Complete step by step solution:-
Newton’s universal law gravitation says that ‘there is an attractive force between particles which is directly proportional to their product of masses and inversely proportional to the square of the distance between them’.

Suppose two masses having masses ${m_1}$and ${m_2}$ respectively. The distance between them is$r$.
The gravitational force is given by $F \propto \dfrac{{{m_1}{m_2}}}{{{r^2}}}$
For removing the proportionality there is a constant introduced by Newton called universal gravitational constant. Denoted by the letter$G$.
$F = G\dfrac{{{m_1}{m_2}}}{{{r^2}}}$
This force is addictive and attractive in nature. Even though repulsive forces are present like in electrostatics there also this force is present , but compared to all other forces its very small.
$G$is numerically equal to the gravitational force experienced between two objects that have unit masses and are separated by unit distance.
$G$is a constant quantity everywhere in the universe. Under any physical condition it never changes. So, it is called a universal gravitational constant.

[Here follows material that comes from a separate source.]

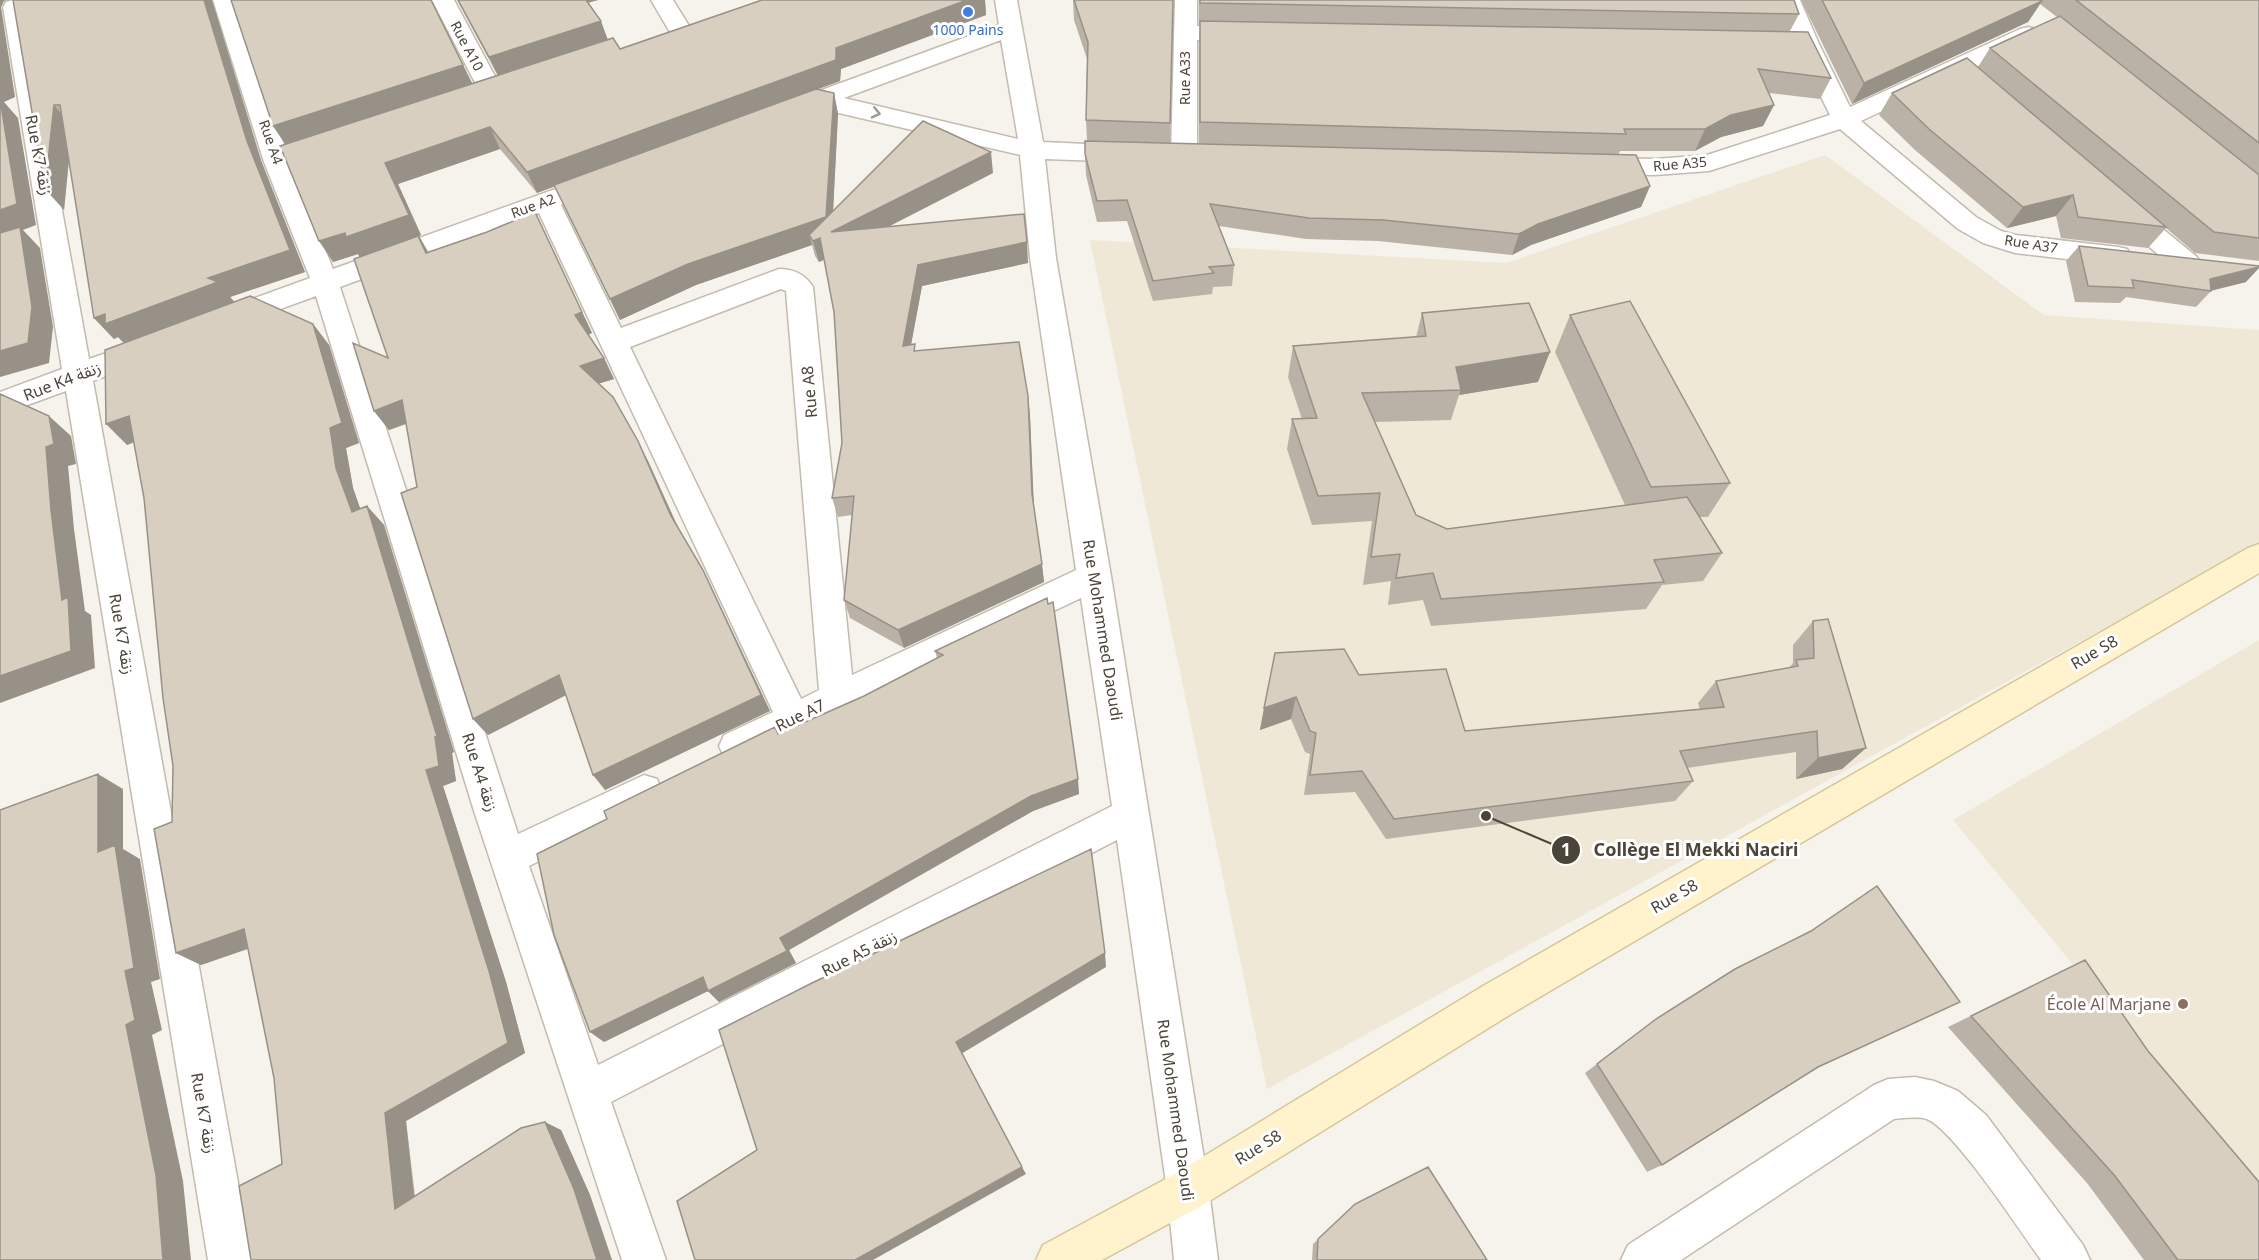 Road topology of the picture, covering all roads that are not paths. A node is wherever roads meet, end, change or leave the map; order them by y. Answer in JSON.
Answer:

Now we want to find dimension and units.
Any force ($F$) can be written by Newton's second law, as a product of mass ($m$) and acceleration ($a$).
$F = ma$
By Gravitation law
$F = G\dfrac{{{m_1}{m_2}}}{{{r^2}}}$
Equate both equations,
$ma = G\dfrac{{{m_1}{m_2}}}{{{r^2}}}$
Re arrange,
$G = ma\dfrac{{{r^2}}}{{{m_1}{m_2}}}$
Dimensionally
$[a] \equiv {L^1}{T^{ - 2}}$
$[r] \equiv {L^1}$
$[m] \equiv [{m_1}] \equiv [{m_2}] \equiv {M^1}$
$[G] \equiv {M^1}L{T^{ - 2}}\dfrac{{{L^2}}}{{{M^1}{M^1}}} = {M^{ - 1}}{L^3}{T^{ - 2}}$
By this dimensional analysis easily can find the unit
$F = G\dfrac{{{m_1}{m_2}}}{{{r^2}}}$
Rearrange it
$G = F\dfrac{{{r^2}}}{{{m_1}{m_2}}}$
Unit of force ($F$) is Newton ($N$)
Unit of mass ($m$) is kilogram ($Kg$)
Unit of $r$ is meter ($m$)
So unit of $G = N{m^2}k{g^{ - 2}}$
More precisely $N = kgm/{s^2}$
So unit of $G = k{g^1}{m^1}{s^{ - 2}} \times {m^2}k{g^{ - 2}} = {m^3}k{g^{ - 1}}{s^{ - 2}}$

This constant has value $G = 6.674 \times {10^{ - 11}}{m^3}k{g^{ - 1}}{s^{ - 2}}$.

Note:-
- Acceleration due to gravity is explained by this law.
- The total planetary system is explained by this law.
- The earth gravitation is explained by this law.
- This gravitational force is playing the role in constant motion artificial satellites around the earth.
- If there is no gravitational force we can’t walk on the earth's surface.